Berryman sat on the Ford. Then he walked the perimeter of the airfield-sized market lot.


He visited a few Plaza shops. Bought a J.C. Penney olive shirt and tie to clash with his Bond’s suit. Watched a policeman reading a comic book in a patrol car.


There was a thirty-gauge shotgun propped up facing the windshield in the front seat.


Around lunchtime he sat under a Cinzano umbrella outside of Lums, and he sipped Cinzano at the urging of a waitress named D. Dusty.


(Afterward, she remembered him.)


Across a narrow arcade, the Farmer’s Market roof was long, flat, pitch tar. It got hot and gooey by midafternoon. The tar oozed at the edges of the gutter.


The building’s front facade, a red-on-royal-blue sign, rose about three feet higher than the roof itself. The roof’s backside was hanging in the woods. Magnolias. A thick green wall from the loading platform all the way out to Route 95 eastbound to Knoxville.


Puffing on a cigarillo, Thomas Berryman took in every detail.


As he was about to leave, Berryman saw a long-haired boy he’d noticed two or three times earlier that day.


The boy was tall and skinny, wearing green army fatigues and smoked brown glasses. His hair was curly and he made Berryman think of Oliver Twist.


He’d been sitting at a bus stop. He’d been trying to make time with a little black waitress in Lums. Now he was sadsacked on the whitestone sidewalk in front of the market itself. He was watching the two black carpenters.


Berryman made a mental note of the boy, then called it a day. On a per diem basis he had made over twenty thousand dollars.


Nashville, June 27


“By the selected day,” Ben Toy had told me, “Berryman will have one plan he thinks is 100% foolproof. And if he doesn’t think his plan is 100%, he’ll walk away from the job. He did that with Jesse Jackson in Chicago. He likes challenges, but his challenges are in the figuring.”

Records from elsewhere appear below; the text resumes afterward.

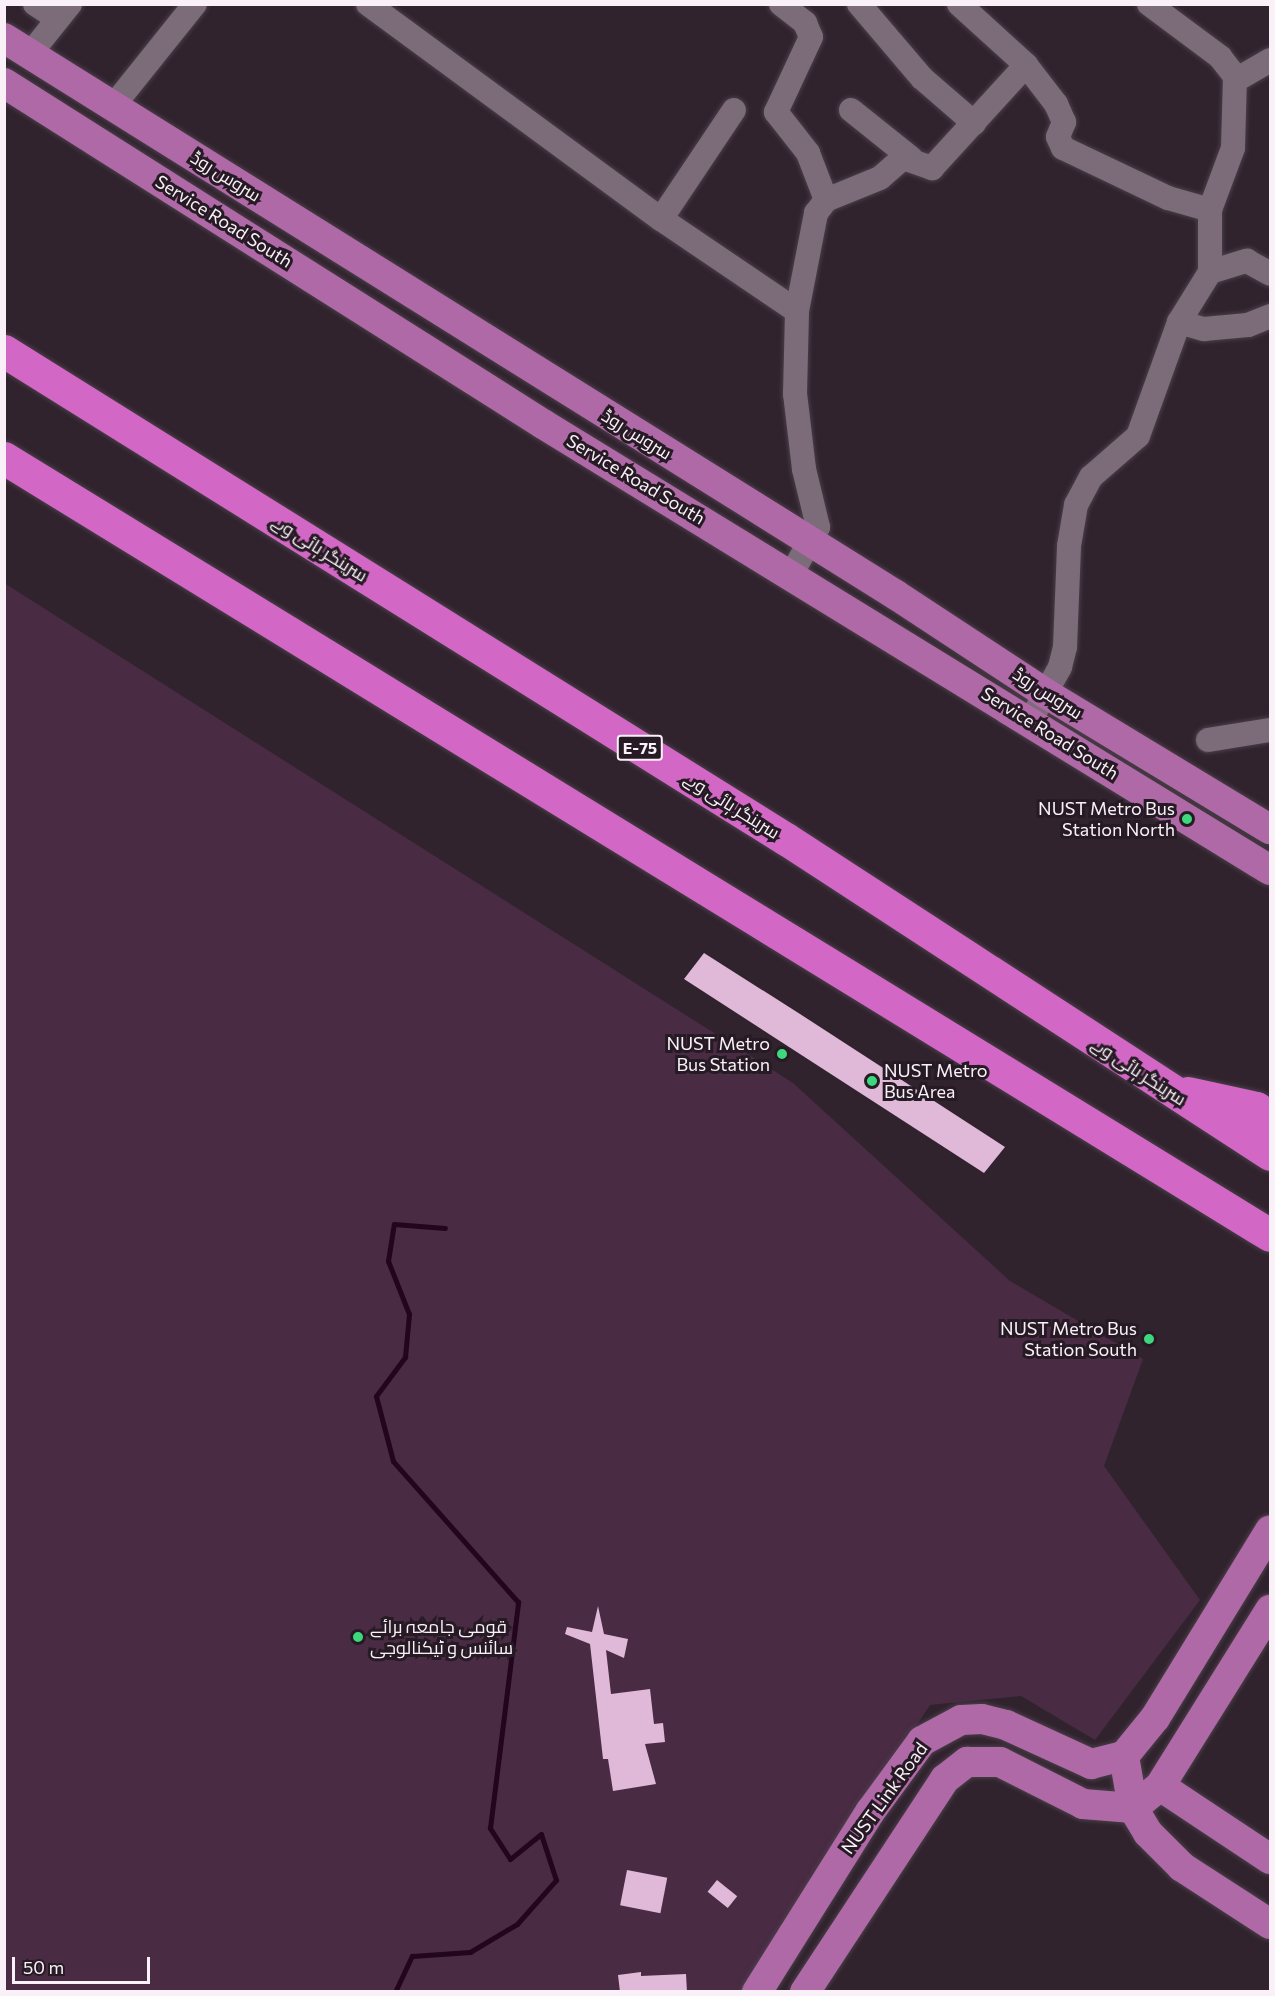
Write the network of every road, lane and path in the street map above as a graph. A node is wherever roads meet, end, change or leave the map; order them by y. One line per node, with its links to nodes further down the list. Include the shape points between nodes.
1 (35, 4): 8 (street)
2 (195, 4): 15 (street)
3 (368, 4): 22 (street)
4 (781, 4): 20 (street, via 805,22 811,37 776,112 808,153)
5 (859, 4): 18 (street, via 922,78)
6 (959, 4): 12 (street)
7 (1149, 4): 21 (street, via 1220,57 1235,76 1233,148)
8 (64, 12): 10 (street)
9 (4, 38): 10 (main road, سروس روڈ)
10 (30, 54): 15 (main road, سروس روڈ)
11 (1270, 60): 13 (street)
12 (1026, 65): 18 (street); 21 (street, via 1056,104 1064,122 1058,137 1063,148 1168,198)
13 (1241, 77)
14 (4, 83): 31 (main road, Service Road South, via 543,424)
15 (114, 105): 30 (main road, سروس روڈ)
16 (734, 110): 22 (street)
17 (851, 110): 19 (street)
18 (975, 123): 19 (street, via 932,168)
19 (911, 158): 20 (street, via 898,161 880,178)
20 (826, 200): 25 (street, via 809,230)
21 (1210, 210): 23 (street)
22 (661, 219): 25 (street)
23 (1210, 272): 24 (street, via 1247,261); 27 (street)
24 (1270, 274)
25 (797, 311): 30 (street, via 795,394 804,469 818,527)
26 (1270, 316): 27 (street, via 1248,325 1204,328)
27 (1179, 322): 34 (street, via 1149,418 1126,448 1091,477 1076,505 1069,546 1065,647)
28 (4, 351): 40 (highway, سرینگر ہائی وے / E-75, via 786,839)
29 (4, 458): 43 (highway)
30 (813, 542): 31 (street); 32 (main road, سروس روڈ)
31 (792, 573): 33 (main road, Service Road South)
32 (896, 594): 33 (main road); 34 (main road, سروس روڈ)
33 (881, 628): 35 (main road, Service Road South)
34 (1045, 693): 35 (street); 38 (main road, سروس روڈ)
35 (1030, 721): 39 (main road, Service Road South)
36 (1270, 730): 37 (street)
37 (1208, 740)
38 (1270, 829)
39 (1270, 870)
40 (1163, 1088): 41 (highway, via 1256,1108); 42 (highway, سرینگر ہائی وے / E-75)
41 (1270, 1117)
42 (1270, 1154)
43 (1266, 1235)
44 (1270, 1530): 46 (main road, via 1155,1718)
45 (1270, 1610): 47 (main road)
46 (1124, 1756): 48 (main road); 51 (main road, NUST Link Road, via 1091,1764 1006,1725 982,1719 961,1720 941,1728 922,1741 870,1812)
47 (1160, 1786): 48 (main road); 49 (main road)
48 (1133, 1808): 50 (main road, via 1148,1833 1182,1868); 52 (main road, NUST Link Road, via 1083,1804 1000,1762 967,1762 925,1803)
49 (1270, 1859)
50 (1270, 1924)
51 (757, 1992)
52 (806, 1992)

Sitting in my workroom, thinking about Ben Toy again, one thing struck me that should have been clear to me before. Toy had hated Thomas Berryman. I wasn’t so sure that he knew he did, but I was sure that he hated him.


On the 27th day of June, Berryman shut himself in his hotel room, room 4H, from six to six; he studied Jimmie Horn’s known daily routines like a Talmudist.

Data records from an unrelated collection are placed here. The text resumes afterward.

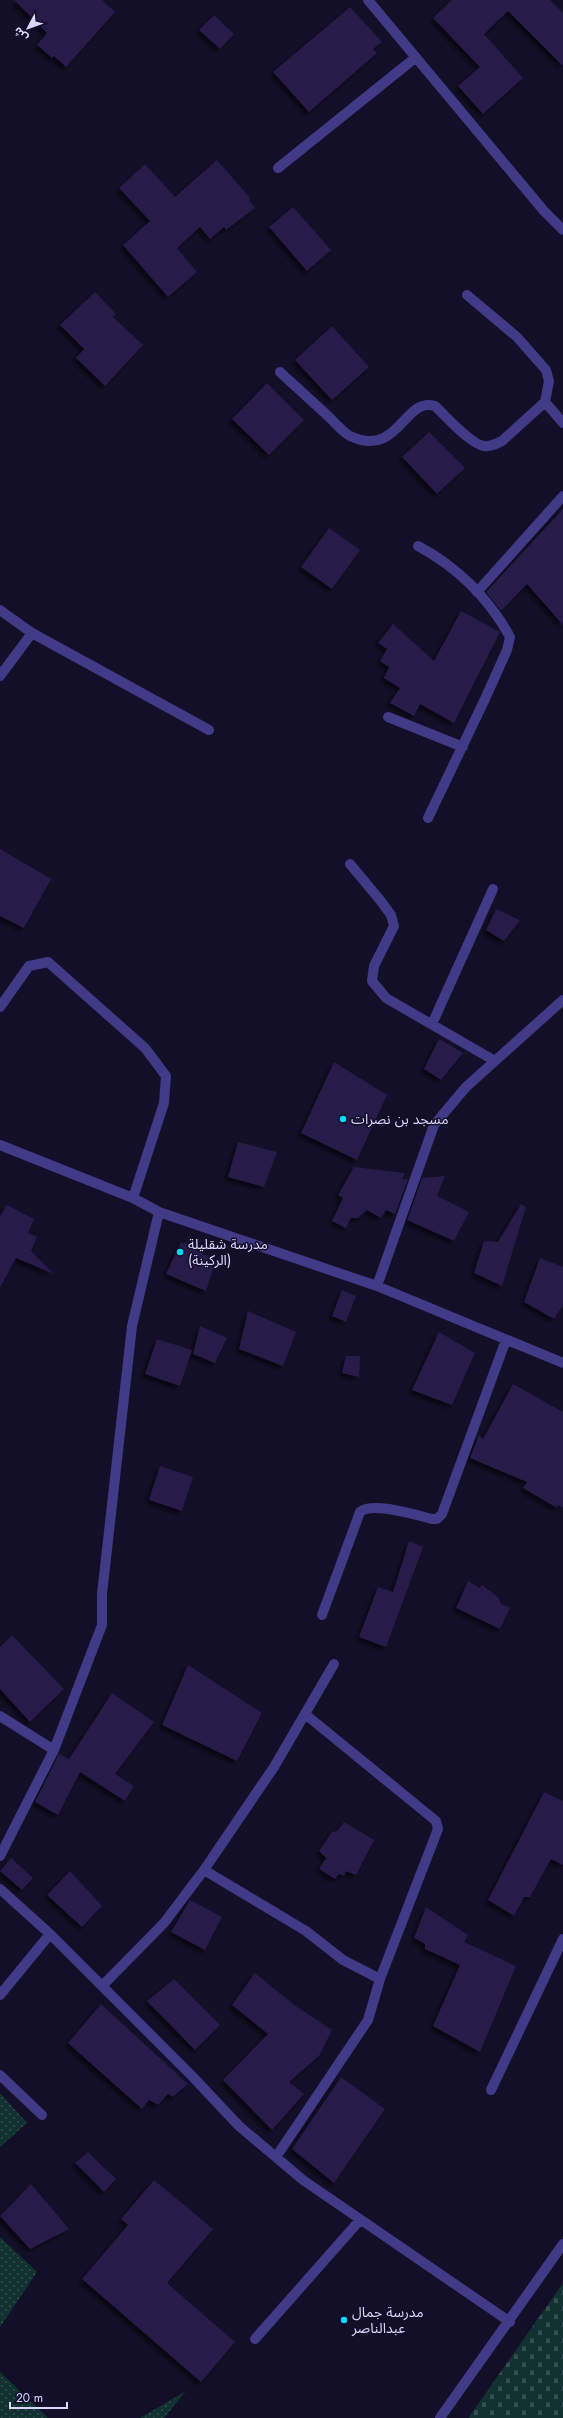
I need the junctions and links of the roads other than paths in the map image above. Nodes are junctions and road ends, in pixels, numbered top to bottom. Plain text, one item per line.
1 (368, 0) edge
2 (415, 58) junction
3 (278, 168) dead end
4 (563, 230) edge
5 (467, 295) dead end
6 (280, 372) dead end
7 (545, 402) junction
8 (563, 423) edge
9 (563, 496) edge
10 (418, 546) dead end
11 (477, 592) junction
12 (0, 610) edge
13 (32, 633) junction
14 (0, 676) edge
15 (388, 717) dead end
16 (209, 730) dead end
17 (463, 747) junction
18 (428, 818) dead end
19 (350, 864) dead end
20 (493, 889) dead end
21 (563, 1000) edge
22 (0, 1007) edge
23 (432, 1024) junction
24 (496, 1061) junction
25 (0, 1145) edge
26 (133, 1198) junction
27 (159, 1212) junction
28 (377, 1286) junction
29 (506, 1340) junction
30 (563, 1363) edge
31 (322, 1615) dead end
32 (334, 1664) dead end
33 (305, 1714) junction
34 (0, 1716) edge
35 (54, 1750) junction
36 (0, 1856) edge
37 (204, 1870) junction
38 (0, 1889) edge
39 (50, 1934) junction
40 (563, 1939) edge
41 (380, 1979) junction
42 (102, 1986) junction
43 (0, 1995) edge
44 (0, 2075) edge
45 (491, 2090) dead end
46 (42, 2115) dead end
47 (276, 2157) junction
48 (360, 2220) junction
49 (563, 2244) edge
50 (510, 2322) junction
51 (255, 2339) dead end
52 (440, 2418) edge

1 - 2 street
2 - 3 street
2 - 4 street
5 - 7 street
6 - 7 street
7 - 8 street
9 - 11 street
10 - 11 street
11 - 17 street
12 - 13 street
13 - 14 street
13 - 16 street
15 - 17 street
17 - 18 street
19 - 23 street
20 - 23 street
21 - 24 street
22 - 26 street
23 - 24 street
24 - 28 street
25 - 26 street
26 - 27 street
27 - 28 street
27 - 35 street
28 - 29 street
29 - 30 street
29 - 31 street
32 - 33 street
33 - 37 street
33 - 41 street
34 - 35 street
35 - 36 street
37 - 41 street
37 - 42 street
38 - 39 street
39 - 42 street
39 - 43 street
40 - 45 street
41 - 47 street
42 - 47 street
44 - 46 street
47 - 48 street
48 - 50 street
48 - 51 street
49 - 50 street
50 - 52 street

Berryman’s hotel was a double-building rooming house in the hospital district west of West End Avenue in Nashville. It was called the Claremont, and had a big sign on the porch: HOME COOKED MEALS FOR LADIES AND GENTLEMEN. Every afternoon at the Claremont the regular boarders could be viewed in the lobby, eating mint ice and Nabiscos, watching the soaps or a baseball game. A room there cost Berryman $26.50 for the week.


For his efforts that first morning, Berryman learned that Jimmie Horn was careless, but that his aides were not.